Pope wants a church rich in faith, not in wealth
Last week, the pope accepted the resignation of Bishop Franz-Peter Tebartz-van Elst of Germany, dubbed the “bling bishop” because of his fealty to all things opulent. Tebartz van-Elst was forced to step down in the wake of revelations that he spent $43 million in home renovations that would make Tom Brady look like a Home Depot denizen. The updates to the German prelate’s manse included a nearly $1 million garden, a raised chapel roof so an advent wreath could be installed, and heated stones on an outdoor path to make walking more comfortable.
Tebartz van-Elst, though, is just the most high-profile member of a Catholic hierarchy whose spending habits have long gone unchecked and unquestioned by the faithful. Yesterday, the archbishop of Atlanta put a halt to a $2.2 million residence he planned to build on property donated by the nephew of “Gone With the Wind” author Margaret Mitchell. Archbishop Wilton Gregory issued a mea culpa acknowledging it’s a new age in spending parishioners’ donations.
“What we didn’t stop to consider, and that oversight rests with me and me alone, was that the world and the church have changed,” Gregory wrote in the archdiocesan newspaper. “The example of the Holy Father, and the way people of every sector of our society have responded to his message of gentle joy and compassion without pretense, has set the bar for every Catholic and even for many who don’t share our communion.”

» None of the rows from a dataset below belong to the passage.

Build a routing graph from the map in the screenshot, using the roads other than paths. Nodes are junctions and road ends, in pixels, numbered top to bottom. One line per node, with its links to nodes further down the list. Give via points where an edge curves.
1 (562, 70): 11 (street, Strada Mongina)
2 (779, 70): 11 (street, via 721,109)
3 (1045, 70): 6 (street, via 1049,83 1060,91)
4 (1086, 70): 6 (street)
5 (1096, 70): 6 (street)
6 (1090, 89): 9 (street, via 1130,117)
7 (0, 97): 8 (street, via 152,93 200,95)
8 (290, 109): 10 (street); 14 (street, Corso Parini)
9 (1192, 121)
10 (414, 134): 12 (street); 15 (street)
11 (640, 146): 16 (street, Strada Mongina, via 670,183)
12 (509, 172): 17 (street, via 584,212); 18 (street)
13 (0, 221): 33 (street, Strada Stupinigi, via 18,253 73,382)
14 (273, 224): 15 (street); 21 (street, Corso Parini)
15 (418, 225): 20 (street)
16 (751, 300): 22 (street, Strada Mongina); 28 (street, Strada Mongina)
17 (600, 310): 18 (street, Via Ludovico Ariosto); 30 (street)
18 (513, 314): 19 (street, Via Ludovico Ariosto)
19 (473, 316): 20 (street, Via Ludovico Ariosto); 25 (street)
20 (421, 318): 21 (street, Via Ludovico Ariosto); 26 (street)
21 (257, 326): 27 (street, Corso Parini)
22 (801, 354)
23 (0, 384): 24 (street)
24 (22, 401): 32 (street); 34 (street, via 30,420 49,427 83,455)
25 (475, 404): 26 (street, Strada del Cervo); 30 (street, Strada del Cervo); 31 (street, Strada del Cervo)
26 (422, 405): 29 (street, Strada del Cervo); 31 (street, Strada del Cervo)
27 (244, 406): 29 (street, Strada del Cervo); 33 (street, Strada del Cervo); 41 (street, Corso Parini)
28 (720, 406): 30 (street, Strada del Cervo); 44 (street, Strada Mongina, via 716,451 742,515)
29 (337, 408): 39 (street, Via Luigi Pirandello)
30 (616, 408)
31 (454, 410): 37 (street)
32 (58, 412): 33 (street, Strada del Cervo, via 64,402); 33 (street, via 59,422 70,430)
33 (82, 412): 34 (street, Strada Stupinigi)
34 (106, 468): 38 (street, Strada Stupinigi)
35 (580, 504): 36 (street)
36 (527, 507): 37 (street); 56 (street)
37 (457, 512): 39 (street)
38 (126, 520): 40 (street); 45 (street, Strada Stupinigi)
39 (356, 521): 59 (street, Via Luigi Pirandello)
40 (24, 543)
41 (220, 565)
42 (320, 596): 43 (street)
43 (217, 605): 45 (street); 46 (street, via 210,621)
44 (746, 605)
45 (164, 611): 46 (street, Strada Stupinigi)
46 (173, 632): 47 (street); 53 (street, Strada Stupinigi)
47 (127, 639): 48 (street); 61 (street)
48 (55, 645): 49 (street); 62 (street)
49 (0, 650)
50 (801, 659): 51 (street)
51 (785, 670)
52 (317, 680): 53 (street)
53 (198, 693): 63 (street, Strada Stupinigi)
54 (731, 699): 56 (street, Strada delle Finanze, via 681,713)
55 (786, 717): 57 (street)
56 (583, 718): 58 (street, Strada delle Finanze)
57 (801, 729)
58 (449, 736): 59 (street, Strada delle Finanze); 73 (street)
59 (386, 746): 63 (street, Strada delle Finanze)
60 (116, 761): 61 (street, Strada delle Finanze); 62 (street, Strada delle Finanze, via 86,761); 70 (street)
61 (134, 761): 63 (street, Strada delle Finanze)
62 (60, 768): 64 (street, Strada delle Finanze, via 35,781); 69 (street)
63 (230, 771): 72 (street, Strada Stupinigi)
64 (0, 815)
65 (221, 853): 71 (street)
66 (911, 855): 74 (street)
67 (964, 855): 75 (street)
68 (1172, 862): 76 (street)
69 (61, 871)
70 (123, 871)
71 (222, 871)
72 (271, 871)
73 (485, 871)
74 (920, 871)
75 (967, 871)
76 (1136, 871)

In addition to Gregory, parishioners are beginning to look critically at the spending habits of their bishops in New Jersey and West Virginia, among other dioceses. Much of it is in the wake of Pope Francis’s move to adopt a humble posture that he expects those beneath him to emulate. Francis has moved into a small apartment in the Vatican rather than the opulent residence of his predecessors. And he is driven around in a Ford Focus, not the Popemobile made famous the world over.
It’s no coincidence that Cardinal O’Malley is one of the pope’s closest advisors. The two share a dedication to humility and moderation of tone while holding strong to traditional Catholic teachings. Francis recently appointed O’Malley to a Vatican antiabuse commission to help show resolve in dealing with clergy sex abuse and to reach out to victims.
But the most striking example Pope Francis is setting is a move away from the opulence and land-hoarding that has marked the church for generations. At the outset of his papacy, Francis said he “would like a Church which is poor and for the poor!” The changes are afoot.